EXERCISE DATA
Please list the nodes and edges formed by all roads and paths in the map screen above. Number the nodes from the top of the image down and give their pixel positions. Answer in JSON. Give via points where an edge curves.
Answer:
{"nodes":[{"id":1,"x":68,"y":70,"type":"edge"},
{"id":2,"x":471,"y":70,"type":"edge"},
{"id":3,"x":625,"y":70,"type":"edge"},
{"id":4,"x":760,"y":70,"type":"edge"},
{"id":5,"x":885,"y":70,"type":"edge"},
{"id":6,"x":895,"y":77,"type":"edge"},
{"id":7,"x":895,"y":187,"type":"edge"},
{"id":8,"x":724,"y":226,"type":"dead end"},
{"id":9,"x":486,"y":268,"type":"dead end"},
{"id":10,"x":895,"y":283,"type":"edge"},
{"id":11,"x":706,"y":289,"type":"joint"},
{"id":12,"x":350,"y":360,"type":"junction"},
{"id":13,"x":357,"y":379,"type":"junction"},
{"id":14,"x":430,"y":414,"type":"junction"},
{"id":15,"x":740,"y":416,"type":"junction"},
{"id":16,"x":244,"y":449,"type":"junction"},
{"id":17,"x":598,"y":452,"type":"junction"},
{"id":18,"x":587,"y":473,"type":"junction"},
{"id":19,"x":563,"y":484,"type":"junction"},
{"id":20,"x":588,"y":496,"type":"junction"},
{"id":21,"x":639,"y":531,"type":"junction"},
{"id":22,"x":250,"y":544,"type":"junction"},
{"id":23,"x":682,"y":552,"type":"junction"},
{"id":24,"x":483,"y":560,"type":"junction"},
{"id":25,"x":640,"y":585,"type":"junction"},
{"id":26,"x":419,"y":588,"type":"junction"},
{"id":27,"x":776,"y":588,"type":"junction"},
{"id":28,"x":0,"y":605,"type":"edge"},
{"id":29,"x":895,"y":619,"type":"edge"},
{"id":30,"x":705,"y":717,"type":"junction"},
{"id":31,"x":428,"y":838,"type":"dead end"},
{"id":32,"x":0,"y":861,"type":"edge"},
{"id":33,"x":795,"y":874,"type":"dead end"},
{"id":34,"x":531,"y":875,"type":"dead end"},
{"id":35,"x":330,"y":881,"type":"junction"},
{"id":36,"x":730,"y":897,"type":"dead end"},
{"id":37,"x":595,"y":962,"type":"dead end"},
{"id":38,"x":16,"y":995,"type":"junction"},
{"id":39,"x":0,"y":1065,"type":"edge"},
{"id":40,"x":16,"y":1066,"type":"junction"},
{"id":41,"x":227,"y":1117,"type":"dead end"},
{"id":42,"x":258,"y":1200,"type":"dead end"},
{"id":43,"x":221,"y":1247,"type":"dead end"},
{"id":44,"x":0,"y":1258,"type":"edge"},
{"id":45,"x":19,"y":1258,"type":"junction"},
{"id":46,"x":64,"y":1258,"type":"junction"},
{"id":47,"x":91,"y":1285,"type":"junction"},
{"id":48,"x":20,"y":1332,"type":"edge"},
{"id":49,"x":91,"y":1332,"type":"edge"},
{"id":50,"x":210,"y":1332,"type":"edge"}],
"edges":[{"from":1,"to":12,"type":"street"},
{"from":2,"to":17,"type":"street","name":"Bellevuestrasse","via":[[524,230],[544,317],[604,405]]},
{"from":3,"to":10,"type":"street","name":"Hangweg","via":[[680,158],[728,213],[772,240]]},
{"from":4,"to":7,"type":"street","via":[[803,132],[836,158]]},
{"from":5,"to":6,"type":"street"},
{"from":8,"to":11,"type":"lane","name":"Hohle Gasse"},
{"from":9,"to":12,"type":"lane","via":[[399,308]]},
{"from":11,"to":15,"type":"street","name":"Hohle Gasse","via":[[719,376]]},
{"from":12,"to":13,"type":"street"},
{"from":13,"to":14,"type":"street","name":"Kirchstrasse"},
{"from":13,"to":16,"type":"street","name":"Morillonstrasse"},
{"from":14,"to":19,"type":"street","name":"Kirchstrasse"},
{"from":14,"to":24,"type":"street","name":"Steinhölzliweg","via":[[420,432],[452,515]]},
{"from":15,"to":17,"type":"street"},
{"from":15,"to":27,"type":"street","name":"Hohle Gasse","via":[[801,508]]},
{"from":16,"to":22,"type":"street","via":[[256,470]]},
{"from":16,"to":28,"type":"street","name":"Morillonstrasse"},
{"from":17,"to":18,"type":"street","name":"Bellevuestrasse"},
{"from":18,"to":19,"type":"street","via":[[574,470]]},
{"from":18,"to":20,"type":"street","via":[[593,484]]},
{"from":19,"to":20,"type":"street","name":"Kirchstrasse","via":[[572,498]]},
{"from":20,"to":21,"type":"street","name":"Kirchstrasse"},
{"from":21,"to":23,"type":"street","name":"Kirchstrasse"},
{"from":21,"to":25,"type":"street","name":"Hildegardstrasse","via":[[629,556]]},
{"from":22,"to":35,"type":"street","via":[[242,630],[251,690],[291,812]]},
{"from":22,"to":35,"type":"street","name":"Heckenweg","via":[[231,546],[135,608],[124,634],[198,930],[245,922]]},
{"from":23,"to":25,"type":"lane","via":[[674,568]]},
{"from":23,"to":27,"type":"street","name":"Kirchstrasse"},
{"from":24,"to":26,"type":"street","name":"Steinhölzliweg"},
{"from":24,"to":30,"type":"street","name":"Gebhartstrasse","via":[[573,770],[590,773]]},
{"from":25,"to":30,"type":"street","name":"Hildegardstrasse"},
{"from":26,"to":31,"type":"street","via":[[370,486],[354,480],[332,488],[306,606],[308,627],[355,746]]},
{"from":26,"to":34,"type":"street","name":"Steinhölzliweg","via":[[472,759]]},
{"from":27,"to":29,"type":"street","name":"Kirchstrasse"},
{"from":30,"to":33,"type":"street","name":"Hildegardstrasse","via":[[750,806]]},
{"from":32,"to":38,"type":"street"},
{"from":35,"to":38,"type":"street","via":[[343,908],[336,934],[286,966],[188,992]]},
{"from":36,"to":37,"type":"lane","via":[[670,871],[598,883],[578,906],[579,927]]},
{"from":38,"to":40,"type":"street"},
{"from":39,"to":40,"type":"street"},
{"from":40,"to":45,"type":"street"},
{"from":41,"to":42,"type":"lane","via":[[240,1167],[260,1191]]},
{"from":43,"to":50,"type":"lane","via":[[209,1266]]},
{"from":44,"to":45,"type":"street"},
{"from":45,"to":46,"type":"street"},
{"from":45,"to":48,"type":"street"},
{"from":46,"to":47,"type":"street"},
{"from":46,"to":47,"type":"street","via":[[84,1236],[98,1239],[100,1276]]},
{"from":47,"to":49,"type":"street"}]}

TASK
Find the word "lane" in the data and show each line that holds it.

ANSWER AREA
{"from":8,"to":11,"type":"lane","name":"Hohle Gasse"},
{"from":9,"to":12,"type":"lane","via":[[399,308]]},
{"from":23,"to":25,"type":"lane","via":[[674,568]]},
{"from":36,"to":37,"type":"lane","via":[[670,871],[598,883],[578,906],[579,927]]},
{"from":41,"to":42,"type":"lane","via":[[240,1167],[260,1191]]},
{"from":43,"to":50,"type":"lane","via":[[209,1266]]},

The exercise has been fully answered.